Archive for May, 2007

Solr/XForms Continued

May 31, 2007

Once I got down to implementing my Solr/Xforms integration I realized how many options I really have. In addition to the two mentioned in my last post I could also populate my Solr instance by sending a get request that would replace a dummy instance with a Solr record (generated by an XQuery). This request could be triggered when the user marks the form as complete. Then the instance could be sent to Solr when the user clicks on the publish button. Unfortunately I can’t seem to get this option working. I’m not sure if it is because of the way I have my instances are set up, or if I need an additional model for the Solr data. I’m using this tutorial as an example, and will keep plugging away at it. But for now I’m using the pop-up window method.

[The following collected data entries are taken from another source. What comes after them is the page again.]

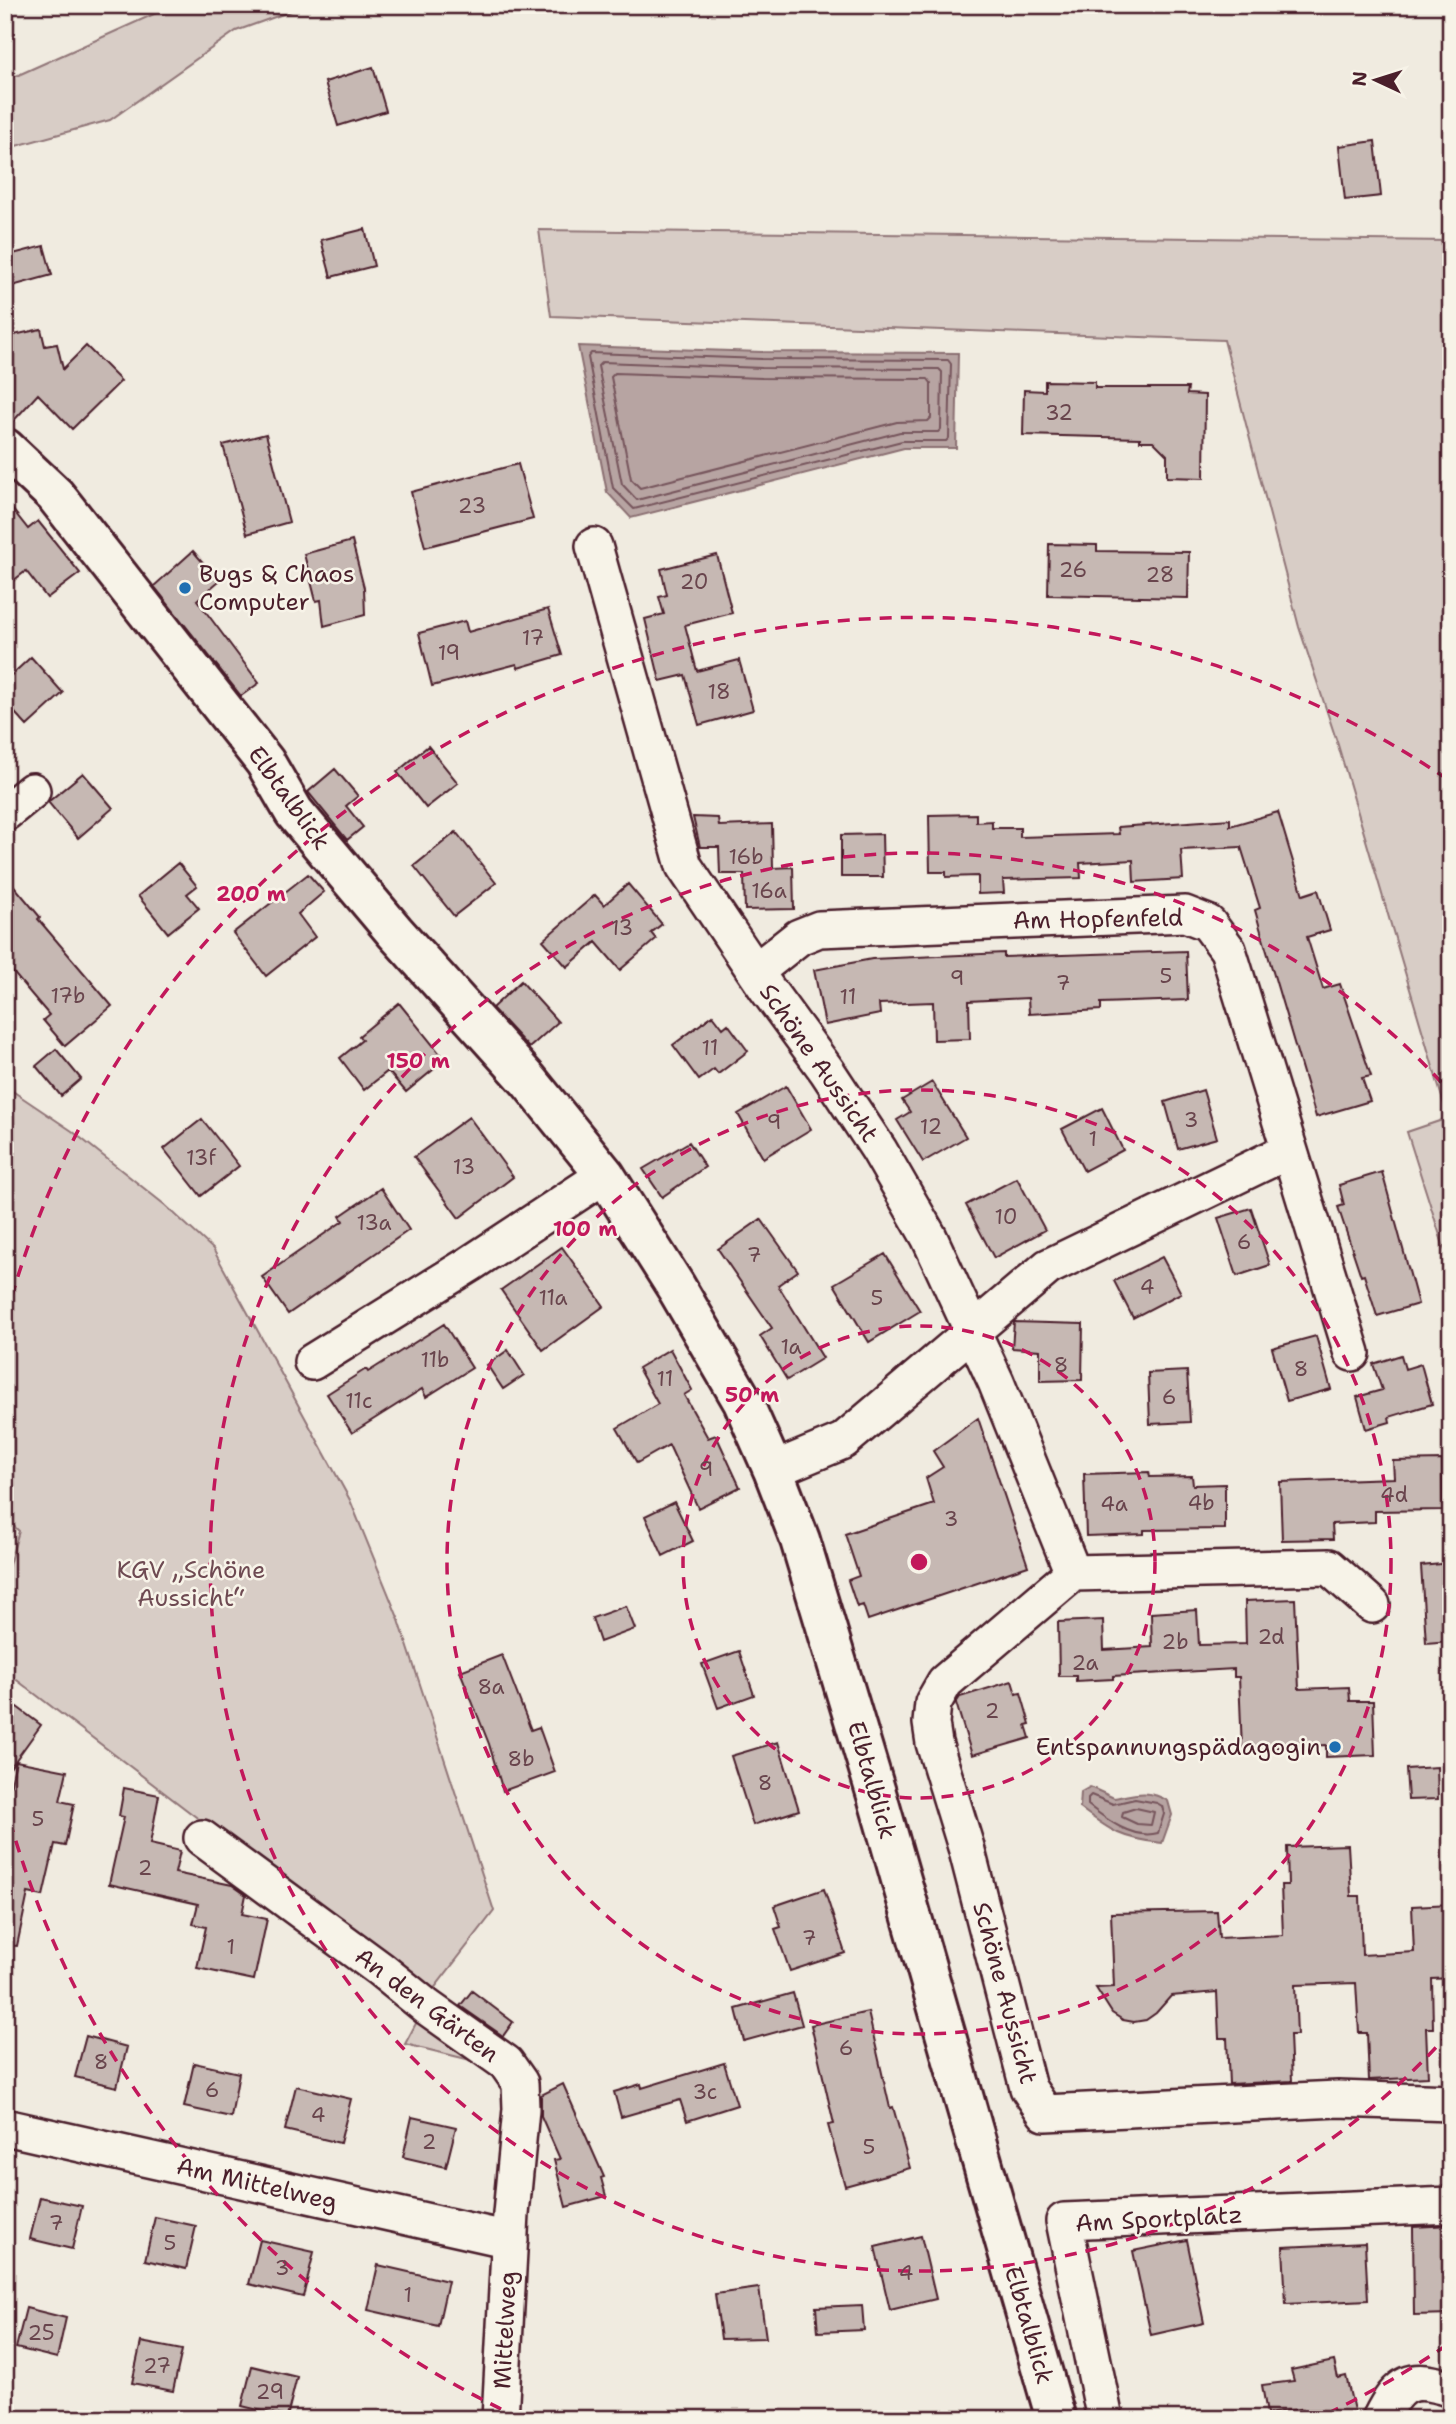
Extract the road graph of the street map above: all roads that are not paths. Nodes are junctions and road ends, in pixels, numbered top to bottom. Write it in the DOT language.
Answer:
graph roads {
  1 [pos="5,448"];
  2 [pos="594,546"];
  3 [pos="32,790"];
  4 [pos="5,813"];
  5 [pos="756,971"];
  6 [pos="1288,1151"];
  7 [pos="605,1175"];
  8 [pos="973,1331"];
  9 [pos="1352,1353"];
  10 [pos="312,1362"];
  11 [pos="773,1470"];
  12 [pos="1073,1573"];
  13 [pos="1372,1605"];
  14 [pos="202,1838"];
  15 [pos="1451,2103"];
  16 [pos="5,2127"];
  17 [pos="1451,2205"];
  18 [pos="510,2240"];
  19 [pos="1451,2389"];
  20 [pos="500,2419"];
  21 [pos="1056,2419"];
  22 [pos="1105,2419"];
  23 [pos="1380,2419"];
  1 -- 7 [label="street, Elbtalblick"];
  2 -- 5 [label="street, Schöne Aussicht"];
  3 -- 4 [label="street"];
  5 -- 6 [label="street, Am Hopfenfeld"];
  5 -- 8 [label="street, Schöne Aussicht"];
  6 -- 8 [label="street"];
  6 -- 9 [label="street, Am Hopfenfeld"];
  7 -- 10 [label="street"];
  7 -- 11 [label="street, Elbtalblick"];
  8 -- 11 [label="street"];
  8 -- 12 [label="street, Schöne Aussicht"];
  11 -- 21 [label="street, Elbtalblick"];
  12 -- 13 [label="street"];
  12 -- 15 [label="street, Schöne Aussicht"];
  14 -- 18 [label="street, An den Gärten"];
  16 -- 18 [label="street, Am Mittelweg"];
  17 -- 22 [label="street, Am Sportplatz"];
  18 -- 20 [label="street, Mittelweg"];
  19 -- 23 [label="street"];
}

Here is what my “publish” button looks like:

<xforms:trigger ref="//dc:status[. = 'complete']">

  <xforms:label>Publish</xforms:label>

  <xforms:action ev:event="DOMActivate">

    <xforms:send submission="submitMetadata" />

    <xforms:load resource="javascript:openWin('addRecs.xql?pid={$pid}')" />

  </xforms:action>

</xforms:trigger>

This creates a pop-up XForm window generated by the addRecs.xql. This XQuery grabs all the descriptive metadata and also any transcripts if they are available and transforms it into a Solr style xml. It can be used for a single record or for all the records in the database. The pop-up XForm is very simple it looks like this:

<html xmlns:xf="http://www.w3.org/2002/xforms"

xmlns:ev="http://www.w3.org/2001/xml-events"

xmlns:xsl="http://www.w3.org/1999/XSL/Transform" xmlns="http://www.w3.org/1999/xhtml"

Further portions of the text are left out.